The records below are to be transcribed exactly from their first line to the line that has "Please list the", inclusive, with every picture omitted.

[[ Data for this task open ]]

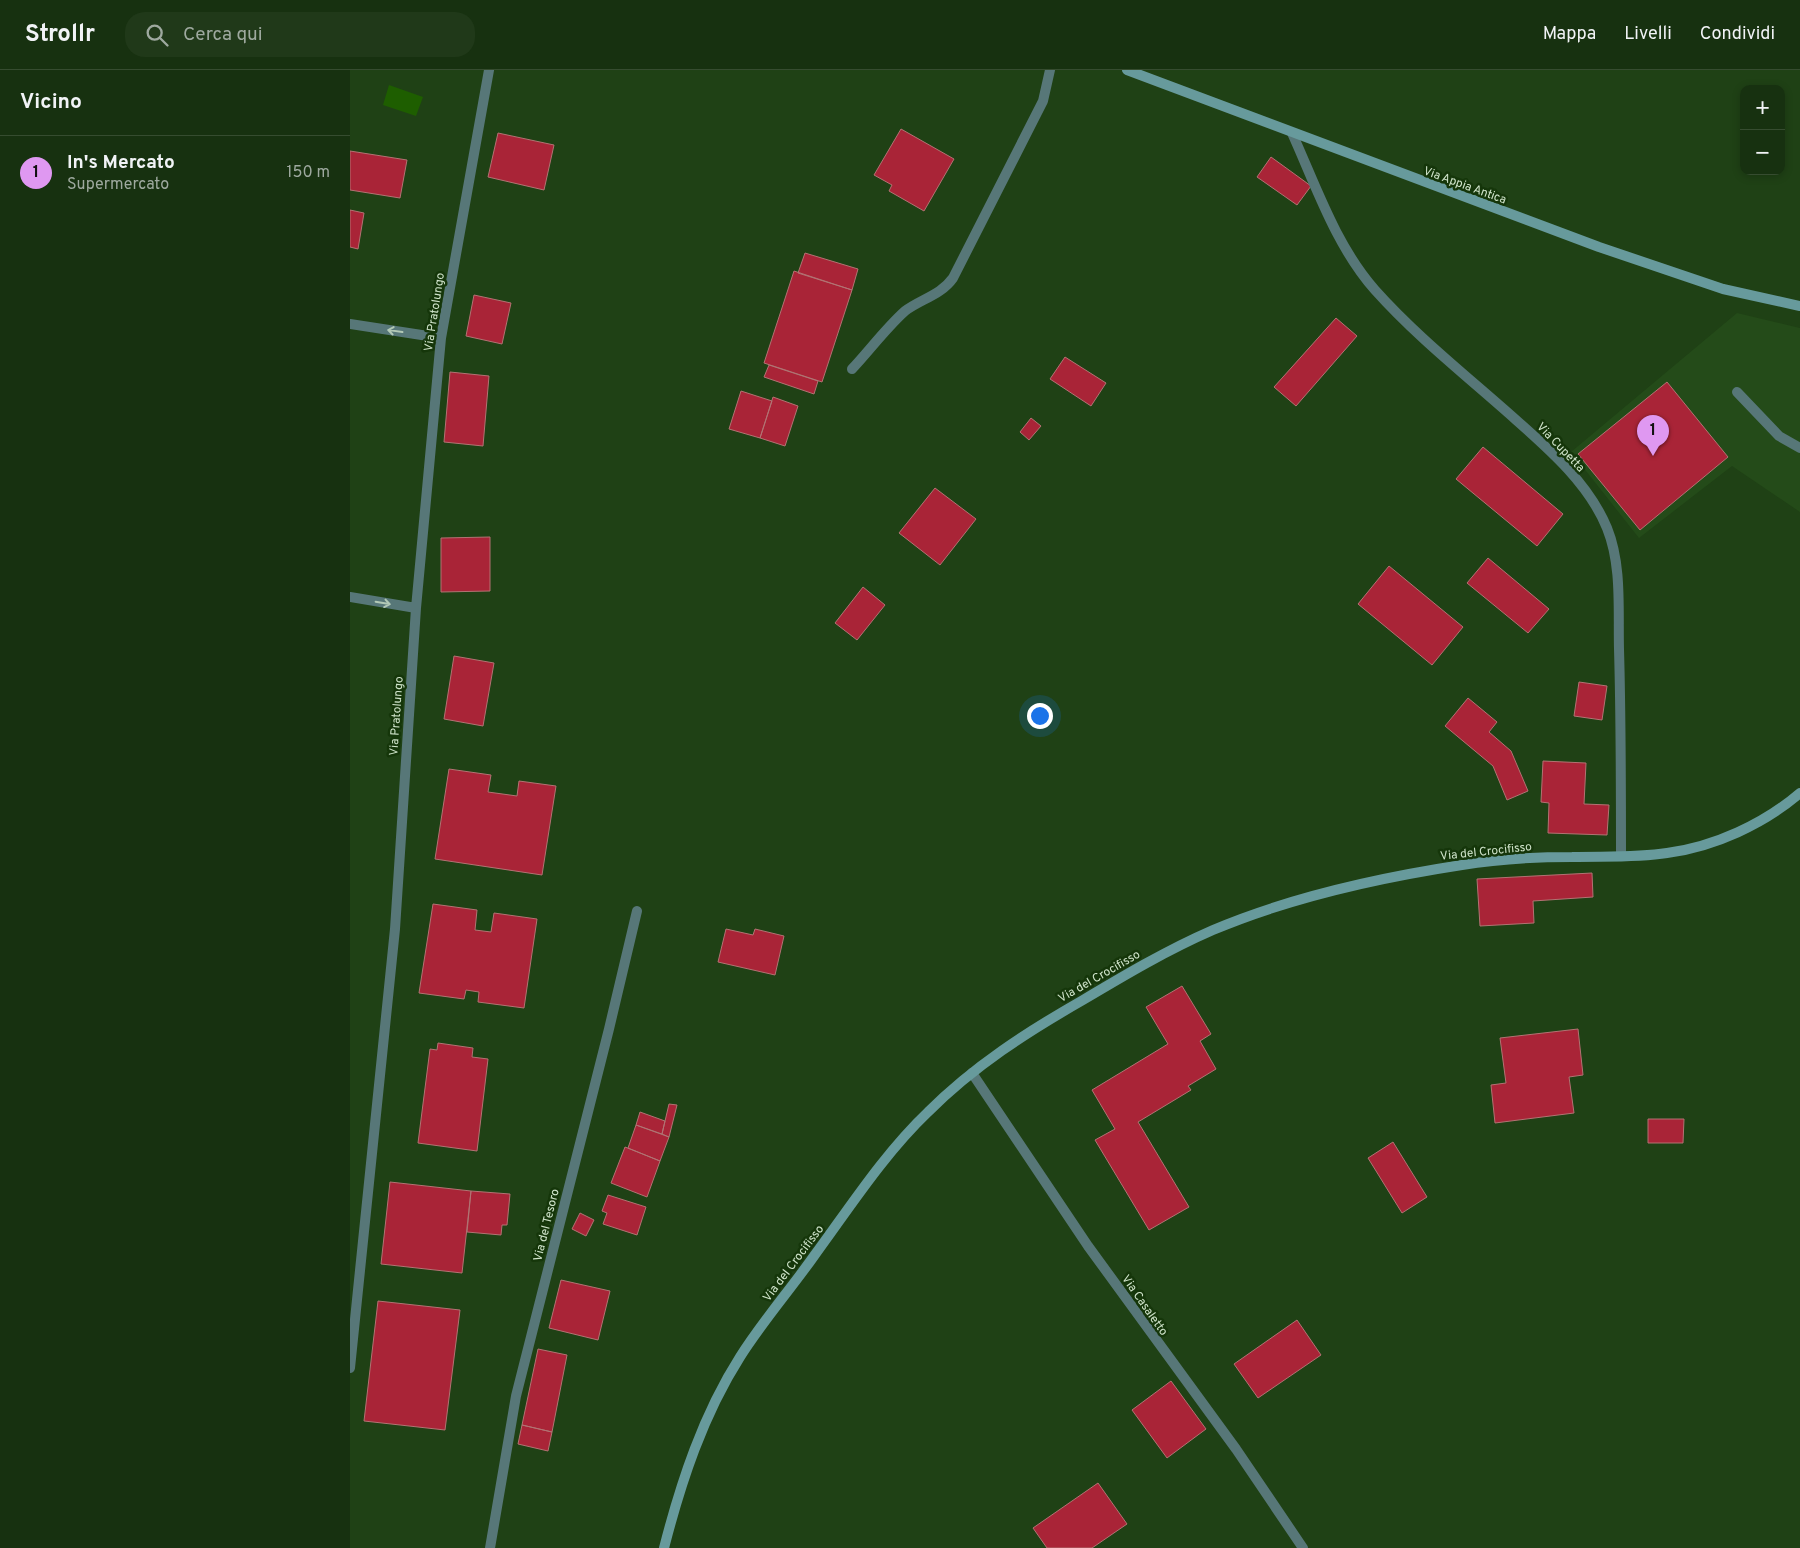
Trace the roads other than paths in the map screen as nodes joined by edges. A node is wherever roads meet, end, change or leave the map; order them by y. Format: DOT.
graph roads {
  1 [pos="490,70"];
  2 [pos="1050,70"];
  3 [pos="1127,70"];
  4 [pos="1292,133"];
  5 [pos="1800,306"];
  6 [pos="350,324"];
  7 [pos="441,338"];
  8 [pos="852,369"];
  9 [pos="1737,392"];
  10 [pos="1800,448"];
  11 [pos="350,597"];
  12 [pos="416,608"];
  13 [pos="1800,793"];
  14 [pos="1621,856"];
  15 [pos="637,911"];
  16 [pos="972,1072"];
  17 [pos="350,1362"];
  18 [pos="490,1548"];
  19 [pos="664,1548"];
  20 [pos="1303,1548"];
  1 -- 7 [label="street, Via Pratolungo"];
  2 -- 8 [label="street"];
  3 -- 4 [label="street, Via Appia Antica"];
  4 -- 5 [label="street, Via Appia Antica"];
  4 -- 14 [label="street, Via Cupetta"];
  7 -- 6 [label="street, one-way"];
  7 -- 12 [label="street, Via Pratolungo"];
  9 -- 10 [label="street"];
  11 -- 12 [label="street, one-way"];
  12 -- 17 [label="street, Via Pratolungo"];
  13 -- 14 [label="street, Via del Crocifisso"];
  14 -- 16 [label="street, Via del Crocifisso"];
  15 -- 18 [label="street, Via del Tesoro"];
  16 -- 19 [label="street, Via del Crocifisso"];
  16 -- 20 [label="street, Via Casaletto"];
}
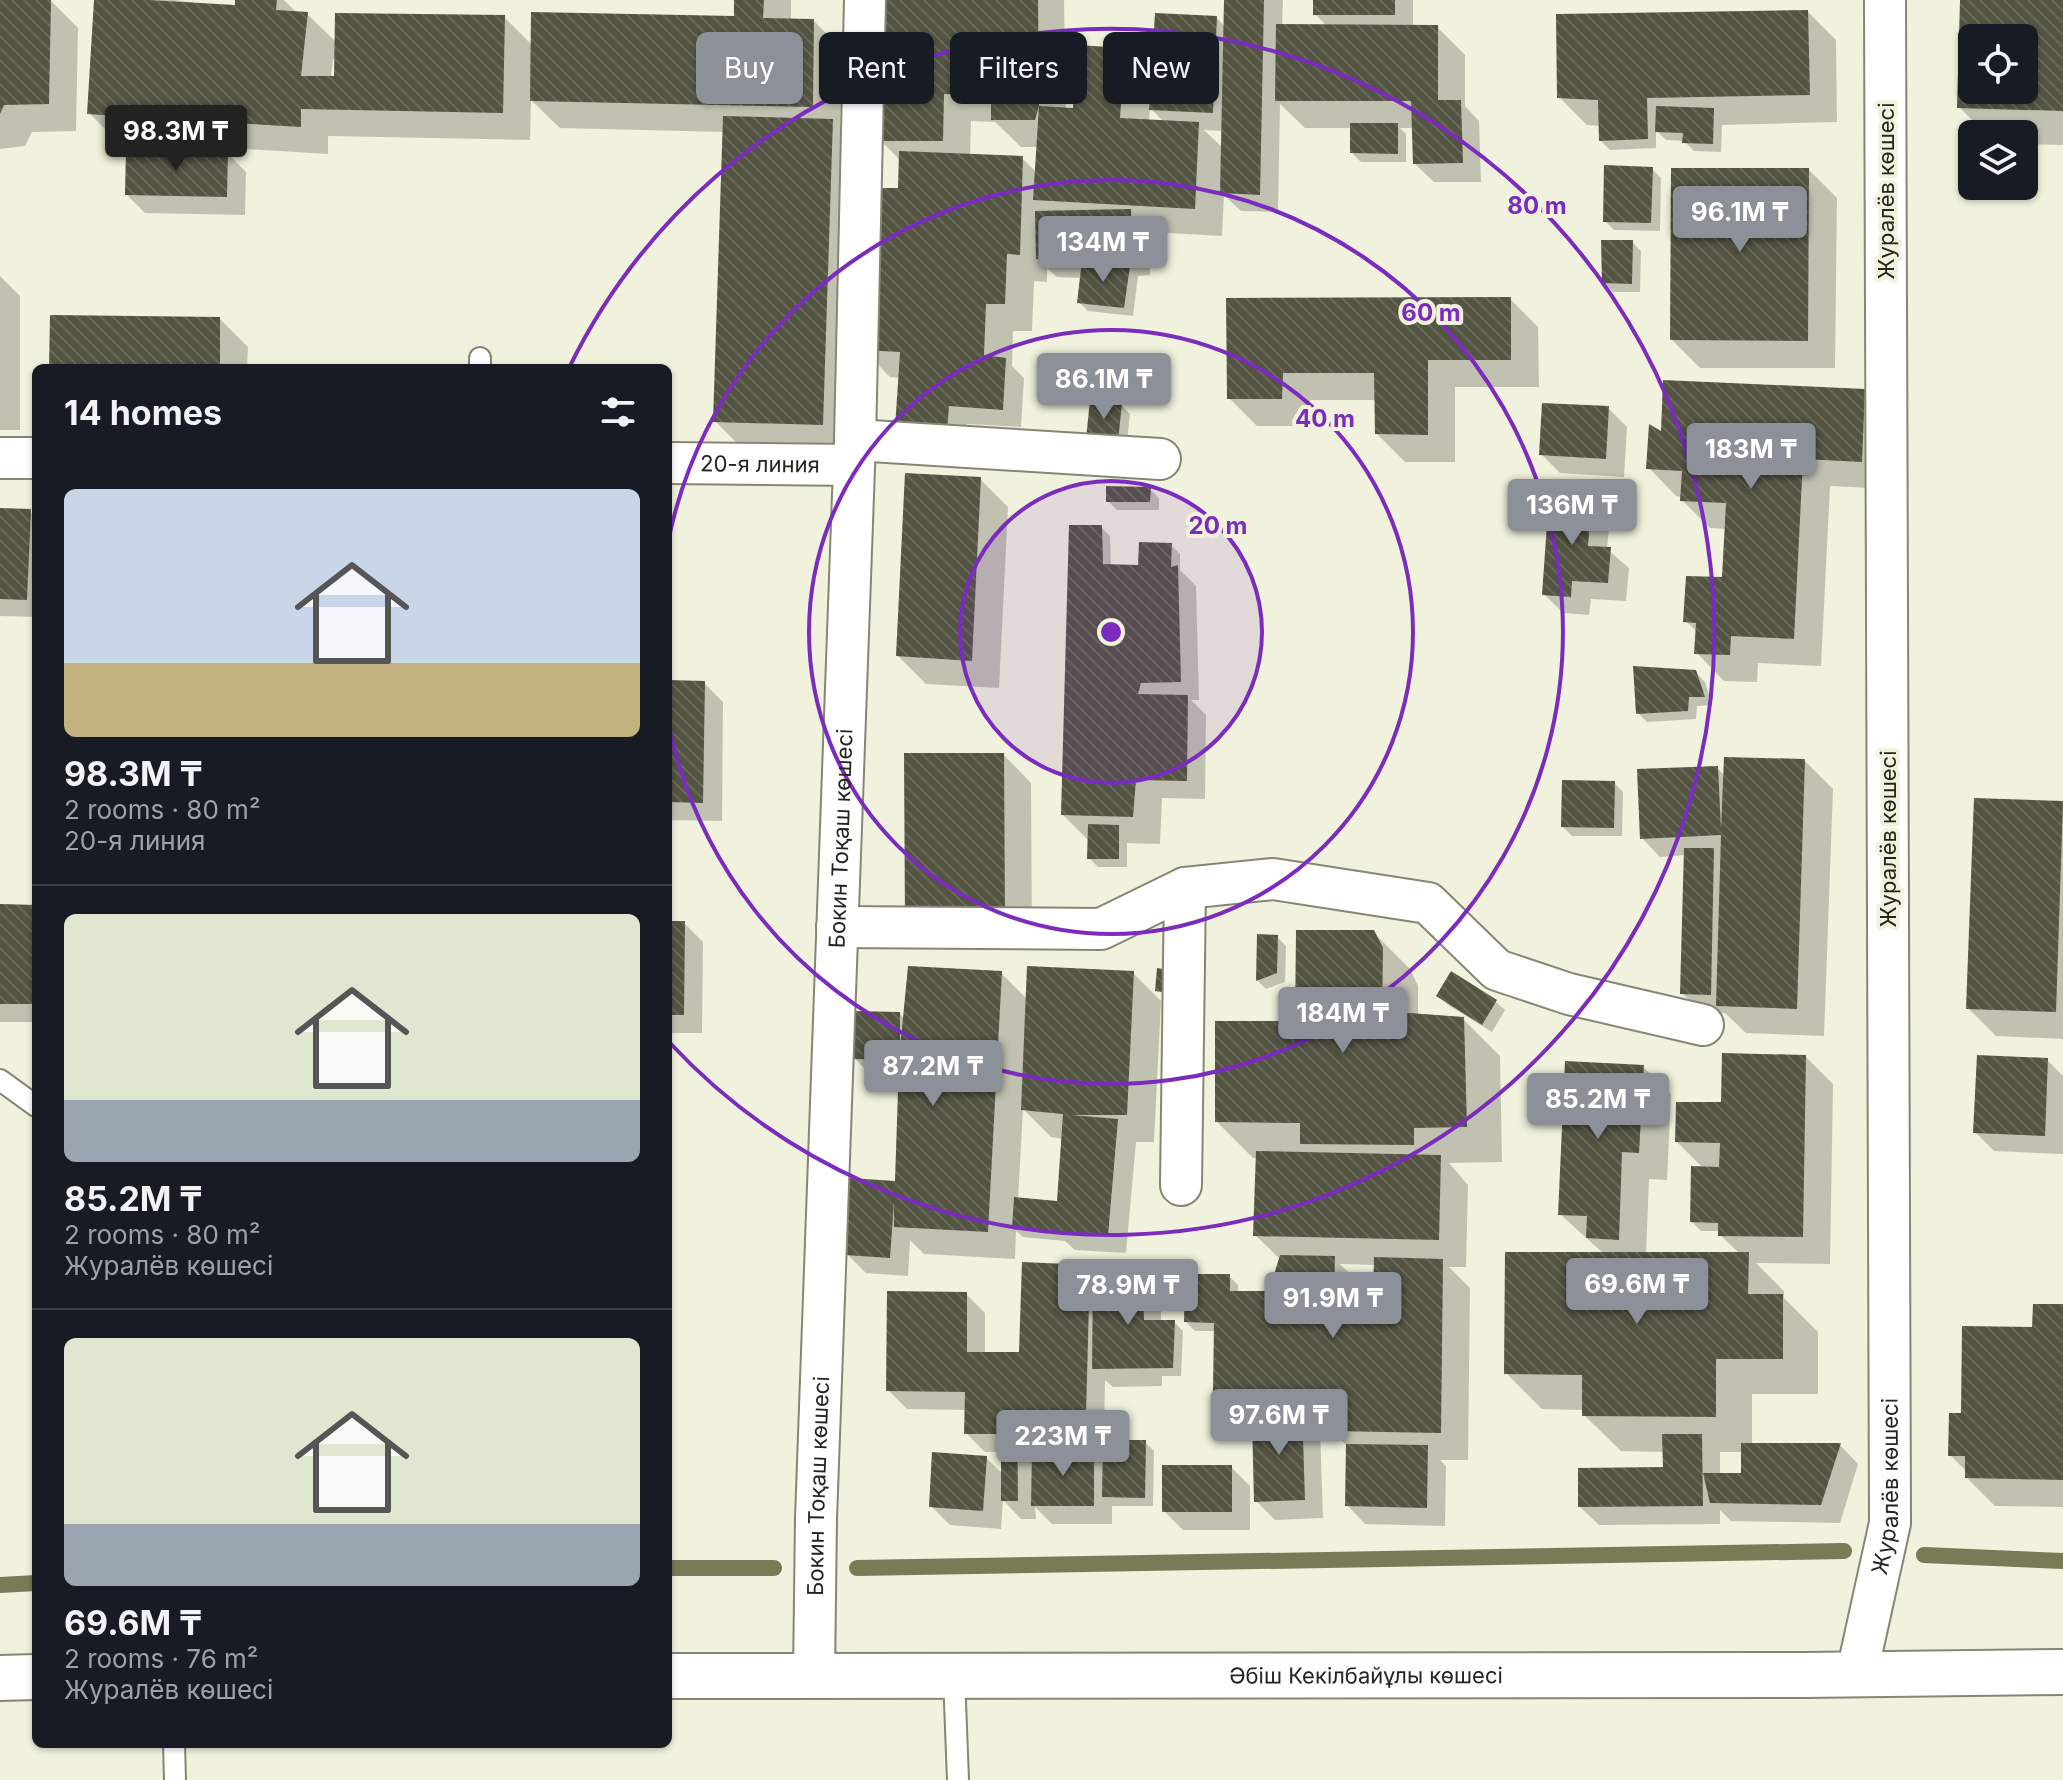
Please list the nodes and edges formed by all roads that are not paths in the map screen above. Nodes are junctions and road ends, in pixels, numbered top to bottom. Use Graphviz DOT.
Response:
graph roads {
  1 [pos="865,0"];
  2 [pos="1885,0"];
  3 [pos="854,452"];
  4 [pos="0,458"];
  5 [pos="32,458"];
  6 [pos="1160,459"];
  7 [pos="672,463"];
  8 [pos="1185,888"];
  9 [pos="837,927"];
  10 [pos="1703,1025"];
  11 [pos="0,1080"];
  12 [pos="32,1103"];
  13 [pos="1181,1185"];
  14 [pos="2063,1672"];
  15 [pos="1857,1673"];
  16 [pos="672,1676"];
  17 [pos="814,1676"];
  18 [pos="954,1676"];
  19 [pos="32,1677"];
  20 [pos="0,1678"];
  21 [pos="174,1748"];
  22 [pos="175,1780"];
  23 [pos="958,1780"];
  1 -- 3 [label="street, Бокин Тоқаш көшесі"];
  2 -- 15 [label="street, Журалёв көшесі"];
  3 -- 6 [label="street, 20-я линия"];
  3 -- 7 [label="street, 20-я линия"];
  3 -- 9 [label="street, Бокин Тоқаш көшесі"];
  4 -- 5 [label="street"];
  8 -- 9 [label="street"];
  8 -- 10 [label="street"];
  8 -- 13 [label="street"];
  9 -- 17 [label="street, Бокин Тоқаш көшесі"];
  11 -- 12 [label="lane"];
  14 -- 15 [label="street, Әбіш Кекілбайұлы көшесі"];
  15 -- 18 [label="street, Әбіш Кекілбайұлы көшесі"];
  16 -- 17 [label="street, Әбіш Кекілбайұлы көшесі"];
  17 -- 18 [label="street, Әбіш Кекілбайұлы көшесі"];
  18 -- 23 [label="lane"];
  19 -- 20 [label="street"];
  21 -- 22 [label="lane"];
}
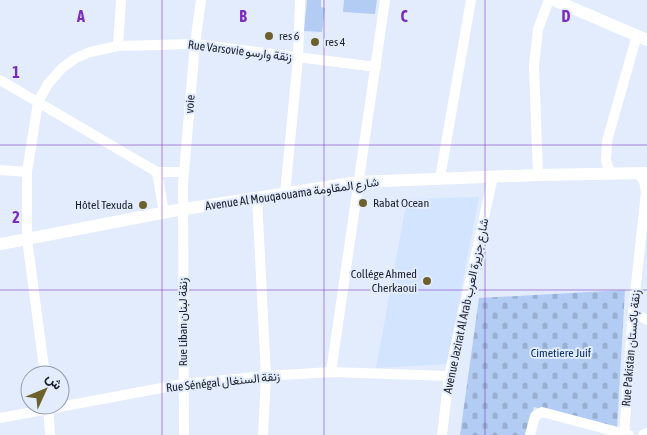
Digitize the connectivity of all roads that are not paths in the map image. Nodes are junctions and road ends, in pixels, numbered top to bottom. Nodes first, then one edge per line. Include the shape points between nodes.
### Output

[[ Data for this task closed ]]

[Answer space]
Trace the roads other than paths in the map screen as nodes joined by edges. A node is wherever roads meet, end, change or leave the map; order them by y. Format: DOT.
graph roads {
  1 [pos="490,70"];
  2 [pos="1050,70"];
  3 [pos="1127,70"];
  4 [pos="1292,133"];
  5 [pos="1800,306"];
  6 [pos="350,324"];
  7 [pos="441,338"];
  8 [pos="852,369"];
  9 [pos="1737,392"];
  10 [pos="1800,448"];
  11 [pos="350,597"];
  12 [pos="416,608"];
  13 [pos="1800,793"];
  14 [pos="1621,856"];
  15 [pos="637,911"];
  16 [pos="972,1072"];
  17 [pos="350,1362"];
  18 [pos="490,1548"];
  19 [pos="664,1548"];
  20 [pos="1303,1548"];
  1 -- 7 [label="street, Via Pratolungo"];
  2 -- 8 [label="street"];
  3 -- 4 [label="street, Via Appia Antica"];
  4 -- 5 [label="street, Via Appia Antica"];
  4 -- 14 [label="street, Via Cupetta"];
  7 -- 6 [label="street, one-way"];
  7 -- 12 [label="street, Via Pratolungo"];
  9 -- 10 [label="street"];
  11 -- 12 [label="street, one-way"];
  12 -- 17 [label="street, Via Pratolungo"];
  13 -- 14 [label="street, Via del Crocifisso"];
  14 -- 16 [label="street, Via del Crocifisso"];
  15 -- 18 [label="street, Via del Tesoro"];
  16 -- 19 [label="street, Via del Crocifisso"];
  16 -- 20 [label="street, Via Casaletto"];
}
Please list the nodes and edges formed by all roads that are not paths in the map screen above. Nodes are junctions and road ends, in pixels, numbered top to bottom. Use Graphviz DOT.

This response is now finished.